Yet another pitching metricby Peter Jensen
March 08, 2010
It’s been quite an offseason for pitching metrics. First, there was the controversy over the 2009 Cy Young award voting. Then there were some interesting discussions over the Christmas holidays at The Book Blog about FIP in response to the 10 questions asked by Mike Silva. Followed by Baseball Prospectus’ announcement of a new pitching metric called SIERA. Followed by even more discussions about SIERA and pitching metrics in general at both The Book Blog and BP.
If you have bothered to read this far you have probably followed at least some, if not all of this. So why should I clutter the landscape with yet another pitching metric when there are already DIPS, LIPS, FIP, xFIP, RA+, tRA, tRA*, PZR, SIERA, and others crowding for your attention? Well, there seems to be a need for one, because I think we may have taken a wrong turn when DIPS was introduced.

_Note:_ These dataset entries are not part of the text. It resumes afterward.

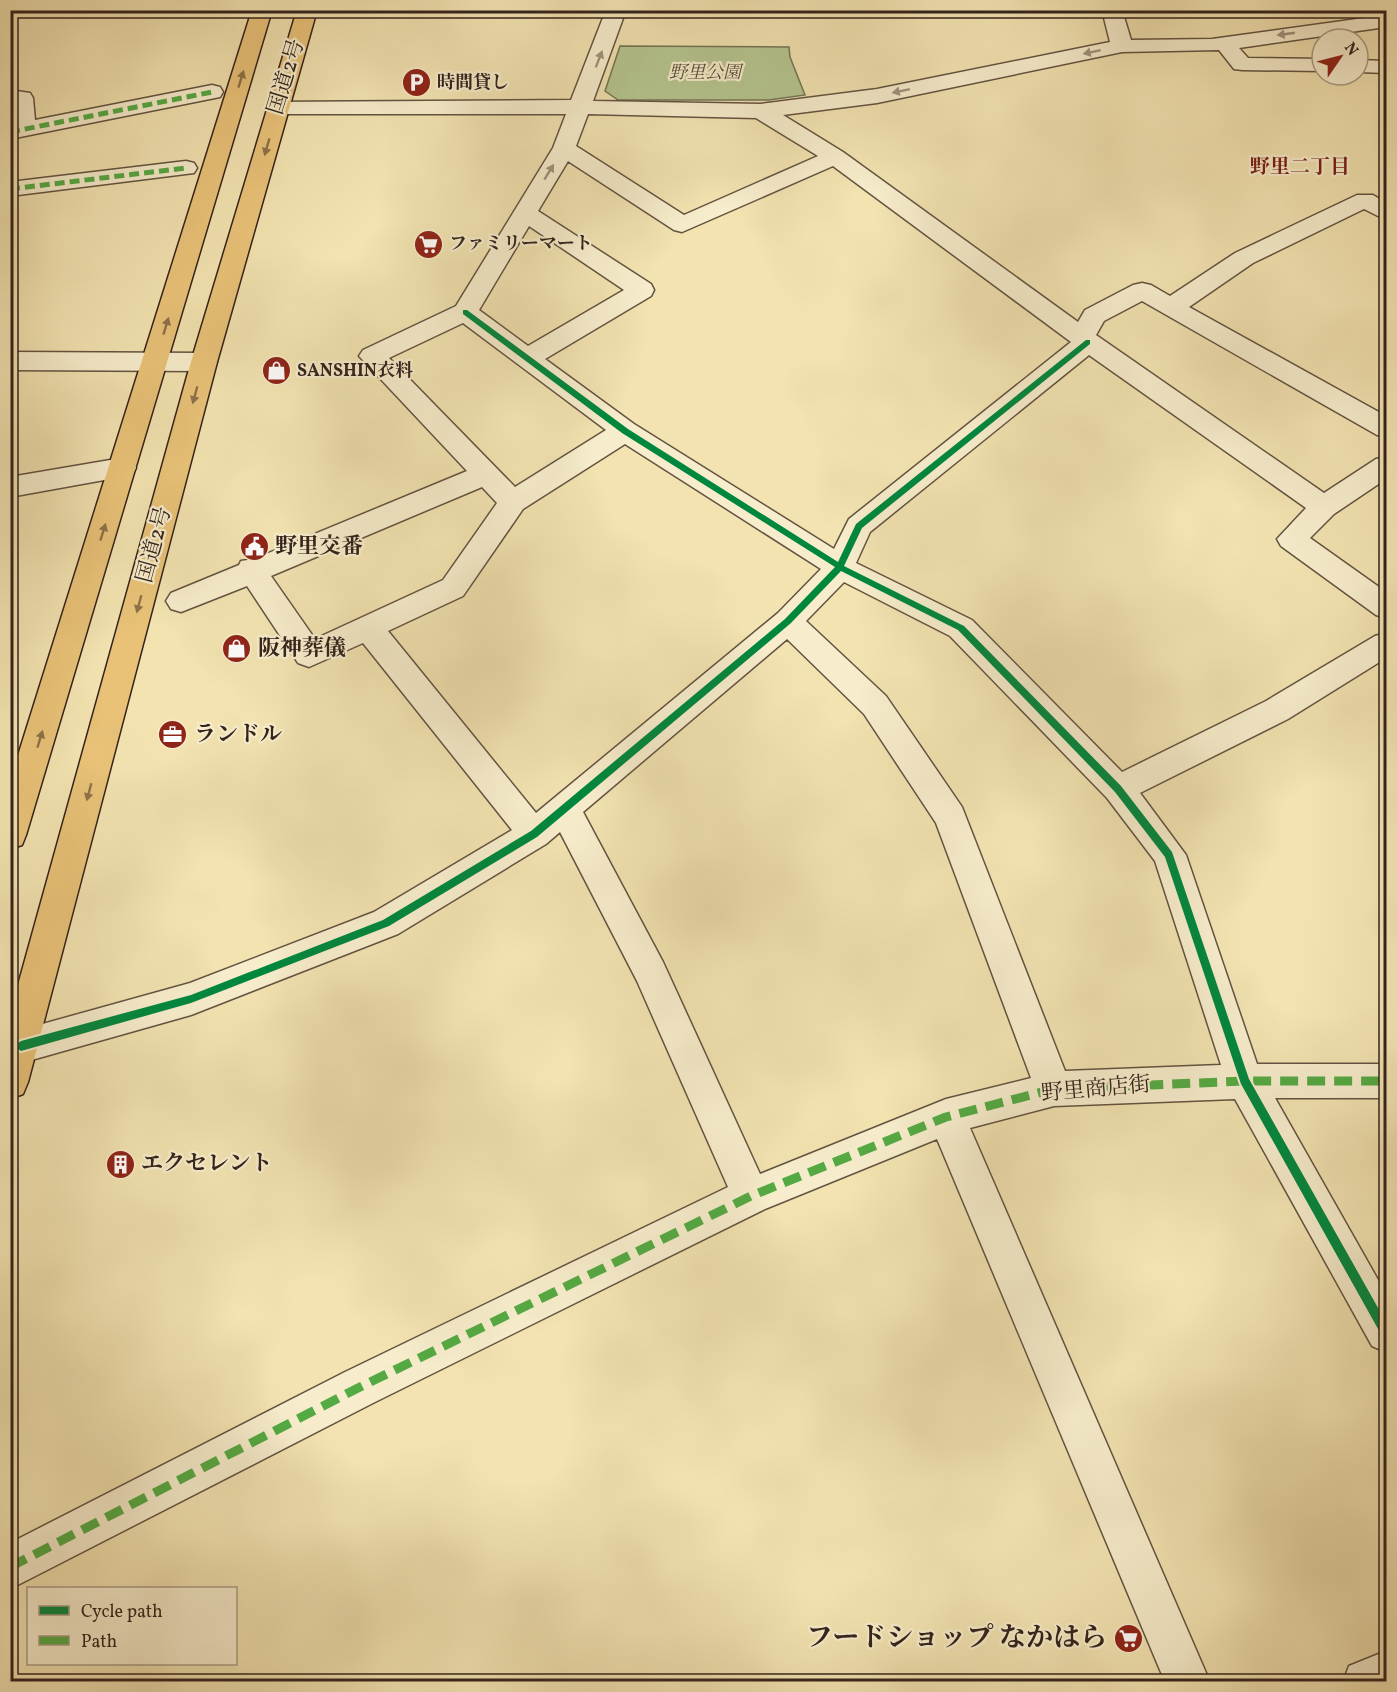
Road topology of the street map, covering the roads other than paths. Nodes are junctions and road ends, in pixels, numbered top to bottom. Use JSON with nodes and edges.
{"nodes":[{"id":1,"x":262,"y":10,"type":"edge"},
{"id":2,"x":307,"y":10,"type":"edge"},
{"id":3,"x":616,"y":10,"type":"edge"},
{"id":4,"x":1112,"y":10,"type":"edge"},
{"id":5,"x":1384,"y":18,"type":"edge"},
{"id":6,"x":1224,"y":43,"type":"junction"},
{"id":7,"x":1122,"y":46,"type":"junction"},
{"id":8,"x":1310,"y":65,"type":"edge"},
{"id":9,"x":1370,"y":66,"type":"edge"},
{"id":10,"x":1386,"y":67,"type":"edge"},
{"id":11,"x":212,"y":92,"type":"dead end"},
{"id":12,"x":10,"y":96,"type":"edge"},
{"id":13,"x":278,"y":107,"type":"junction"},
{"id":14,"x":581,"y":107,"type":"junction"},
{"id":15,"x":761,"y":111,"type":"junction"},
{"id":16,"x":17,"y":130,"type":"edge"},
{"id":17,"x":564,"y":148,"type":"junction"},
{"id":18,"x":835,"y":158,"type":"junction"},
{"id":19,"x":186,"y":168,"type":"dead end"},
{"id":20,"x":10,"y":189,"type":"edge"},
{"id":21,"x":525,"y":212,"type":"junction"},
{"id":22,"x":1386,"y":213,"type":"edge"},
{"id":23,"x":1170,"y":307,"type":"junction"},
{"id":24,"x":465,"y":312,"type":"junction"},
{"id":25,"x":1085,"y":340,"type":"junction"},
{"id":26,"x":528,"y":358,"type":"junction"},
{"id":27,"x":10,"y":361,"type":"edge"},
{"id":28,"x":154,"y":362,"type":"junction"},
{"id":29,"x":204,"y":362,"type":"junction"},
{"id":30,"x":1386,"y":428,"type":"edge"},
{"id":31,"x":625,"y":430,"type":"junction"},
{"id":32,"x":1386,"y":466,"type":"edge"},
{"id":33,"x":122,"y":468,"type":"junction"},
{"id":34,"x":485,"y":475,"type":"junction"},
{"id":35,"x":10,"y":487,"type":"edge"},
{"id":36,"x":513,"y":502,"type":"junction"},
{"id":37,"x":1324,"y":507,"type":"junction"},
{"id":38,"x":840,"y":567,"type":"junction"},
{"id":39,"x":251,"y":569,"type":"junction"},
{"id":40,"x":181,"y":601,"type":"dead end"},
{"id":41,"x":1386,"y":607,"type":"edge"},
{"id":42,"x":788,"y":621,"type":"junction"},
{"id":43,"x":368,"y":628,"type":"junction"},
{"id":44,"x":1386,"y":644,"type":"edge"},
{"id":45,"x":1118,"y":789,"type":"junction"},
{"id":46,"x":564,"y":809,"type":"junction"},
{"id":47,"x":534,"y":834,"type":"junction"},
{"id":48,"x":10,"y":835,"type":"edge"},
{"id":49,"x":21,"y":1046,"type":"junction"},
{"id":50,"x":1245,"y":1081,"type":"junction"},
{"id":51,"x":1386,"y":1081,"type":"edge"},
{"id":52,"x":10,"y":1082,"type":"edge"},
{"id":53,"x":1054,"y":1089,"type":"junction"},
{"id":54,"x":946,"y":1117,"type":"junction"},
{"id":55,"x":751,"y":1196,"type":"junction"},
{"id":56,"x":1386,"y":1332,"type":"edge"},
{"id":57,"x":10,"y":1567,"type":"edge"},
{"id":58,"x":1386,"y":1674,"type":"edge"},
{"id":59,"x":1188,"y":1682,"type":"edge"},
{"id":60,"x":1365,"y":1682,"type":"edge"}],
"edges":[{"from":28,"to":1,"type":"highway","name":"国道2号","one_way":true},
{"from":2,"to":13,"type":"highway","name":"国道2号"},
{"from":14,"to":3,"type":"street","one_way":true},
{"from":4,"to":7,"type":"street"},
{"from":5,"to":6,"type":"street","one_way":true},
{"from":6,"to":7,"type":"street"},
{"from":6,"to":8,"type":"street"},
{"from":7,"to":15,"type":"street","one_way":true},
{"from":9,"to":10,"type":"street"},
{"from":11,"to":16,"type":"street"},
{"from":12,"to":16,"type":"street"},
{"from":13,"to":14,"type":"street"},
{"from":13,"to":29,"type":"highway","name":"国道2号","one_way":true},
{"from":14,"to":15,"type":"street"},
{"from":14,"to":17,"type":"street"},
{"from":15,"to":18,"type":"street"},
{"from":17,"to":18,"type":"street"},
{"from":21,"to":17,"type":"street","one_way":true},
{"from":18,"to":25,"type":"street"},
{"from":19,"to":20,"type":"street"},
{"from":21,"to":24,"type":"street"},
{"from":21,"to":26,"type":"street"},
{"from":22,"to":23,"type":"street"},
{"from":23,"to":25,"type":"street"},
{"from":23,"to":30,"type":"street"},
{"from":24,"to":26,"type":"street"},
{"from":24,"to":34,"type":"street"},
{"from":25,"to":37,"type":"street"},
{"from":25,"to":38,"type":"street"},
{"from":26,"to":31,"type":"street"},
{"from":27,"to":28,"type":"street"},
{"from":28,"to":29,"type":"street"},
{"from":28,"to":33,"type":"highway","name":"国道2号"},
{"from":29,"to":49,"type":"highway","name":"国道2号","one_way":true},
{"from":31,"to":36,"type":"street"},
{"from":31,"to":38,"type":"street"},
{"from":32,"to":37,"type":"street"},
{"from":33,"to":35,"type":"street"},
{"from":48,"to":33,"type":"highway","name":"国道2号","one_way":true},
{"from":34,"to":36,"type":"street"},
{"from":34,"to":39,"type":"street"},
{"from":36,"to":43,"type":"street"},
{"from":37,"to":41,"type":"street"},
{"from":38,"to":42,"type":"street"},
{"from":38,"to":45,"type":"street"},
{"from":39,"to":40,"type":"street"},
{"from":39,"to":43,"type":"street"},
{"from":42,"to":46,"type":"street"},
{"from":42,"to":53,"type":"street"},
{"from":43,"to":47,"type":"street"},
{"from":44,"to":45,"type":"street"},
{"from":45,"to":50,"type":"street"},
{"from":46,"to":47,"type":"street"},
{"from":46,"to":55,"type":"street"},
{"from":47,"to":49,"type":"street"},
{"from":49,"to":52,"type":"highway","name":"国道2号"},
{"from":50,"to":51,"type":"street","name":"野里商店街"},
{"from":50,"to":53,"type":"street","name":"野里商店街"},
{"from":50,"to":56,"type":"street"},
{"from":53,"to":54,"type":"street","name":"野里商店街"},
{"from":54,"to":55,"type":"street","name":"野里商店街"},
{"from":54,"to":59,"type":"street"},
{"from":55,"to":57,"type":"street","name":"野里商店街"},
{"from":58,"to":60,"type":"street"}]}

Don’t get me wrong, Voros McCracken’s idea that we know almost everything we need to know to predict a pitcher’s future performance by actually leaving out information and considering only those events over which the pitcher has complete control was inspired. The wrong turn to which I referred was that predicting future ERA was how we should measure the success of the new metrics.

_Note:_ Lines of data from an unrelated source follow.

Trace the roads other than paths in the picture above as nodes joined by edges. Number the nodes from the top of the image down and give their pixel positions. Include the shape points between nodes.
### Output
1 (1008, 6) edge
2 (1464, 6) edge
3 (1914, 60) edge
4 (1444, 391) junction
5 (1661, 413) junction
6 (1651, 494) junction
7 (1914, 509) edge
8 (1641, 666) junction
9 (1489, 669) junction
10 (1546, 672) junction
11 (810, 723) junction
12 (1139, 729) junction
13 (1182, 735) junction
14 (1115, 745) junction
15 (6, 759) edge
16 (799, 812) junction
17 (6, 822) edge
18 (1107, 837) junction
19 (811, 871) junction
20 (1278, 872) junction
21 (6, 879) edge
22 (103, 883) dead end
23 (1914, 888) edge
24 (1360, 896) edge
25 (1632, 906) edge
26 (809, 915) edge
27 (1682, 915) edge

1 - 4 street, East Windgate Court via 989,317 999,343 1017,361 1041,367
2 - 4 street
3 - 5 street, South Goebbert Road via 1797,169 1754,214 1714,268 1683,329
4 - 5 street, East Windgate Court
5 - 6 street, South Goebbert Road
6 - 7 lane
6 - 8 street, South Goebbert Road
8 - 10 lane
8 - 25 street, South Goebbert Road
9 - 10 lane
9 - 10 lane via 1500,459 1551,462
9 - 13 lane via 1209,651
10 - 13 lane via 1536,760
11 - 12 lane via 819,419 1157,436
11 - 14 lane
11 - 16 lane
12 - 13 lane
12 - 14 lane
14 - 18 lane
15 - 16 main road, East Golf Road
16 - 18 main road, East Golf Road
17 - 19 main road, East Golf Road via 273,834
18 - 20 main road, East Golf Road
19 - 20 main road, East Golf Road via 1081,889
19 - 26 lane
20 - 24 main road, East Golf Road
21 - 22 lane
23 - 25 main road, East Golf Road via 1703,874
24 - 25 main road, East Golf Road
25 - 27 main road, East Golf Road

Why in the world would we want to predict a pitching statistic that we know is heavily influenced by both the quality of the pitching team's defense and luck? Isn't the pitcher's "true talent" what we really want to predict? It's as if when James introduced Runs Created and Palmer and Thorn introduced Batting Runs, that we tested to find which was better by seeing how well they predicted RBIs. Of course, we did something equally stupid and tested to see how well they predicted team runs, but we’ll leave that rant for another post.
The single inspiration for beginning to work on a new metric came from this comment by Matthew Cornwell at The Book Blog in response to Mike Silva’s question about FIP:
Which "leaves out" more?Matthew’s comment seemed to concisely express the unease that many were feeling. Were existing metrics leaving out real skills that some pitchers possess and are important to success? This has been a common complaint about all the DIPS-related metrics since DIPS was introduced, and seems to stem from the confusion between metrics that are primarily descriptive, and those that are primarily predictive.
ERA - defensive support, leveraging/quality of batters faced, park factors, bullpen support, the pitcher’s responsibility regarding unearned runs
FIP - event timing/sit. splits/LOB%, etc., what BABIP skill does exist, pitcher defense, DP inducing, HBP, WP, leveraging/quality of batters faced, park factors, XBH prevention, pick-offs, controlling running game.
Most pitchers can’t prevent enough runs by controlling the running game or limiting doubles or defending their position well in any given season to make a huge difference in their FIP or ERA. That is why FIP works so well at a seasonal level - it leaves in what pitchers control the most, and as a fair trade-off for most pitchers (the Glavine’s being examples,) takes out what is least impactful and controllable. However, over 15-20 seasons, those secondary run prevention tools add up to be tons of runs for many pitchers.
Take RA+ - if you could just adjust for defensive support you should get pretty close to “true” RA+ for long career guys. BABIP and HR/FB have had enough PA’s to stabilize, leveraging and quality of batters faced is not a huge factor for modern starters, park is considered already, and bullpen support tends to be a smallish factor for most pitchers over long careers. Outside of defensive support, what else would dramatically skew a long- tenured pitcher’s “real” RA+ level?
I guess my point is, given a very long career, some defensive-adjusted RA+ would be better than FIP or ERA. And then use FIP for future performance and evaluating pitchers with only a handful of seasons under their belt. FIP definitely is very useful. Like many have said, it does what it is intended to do.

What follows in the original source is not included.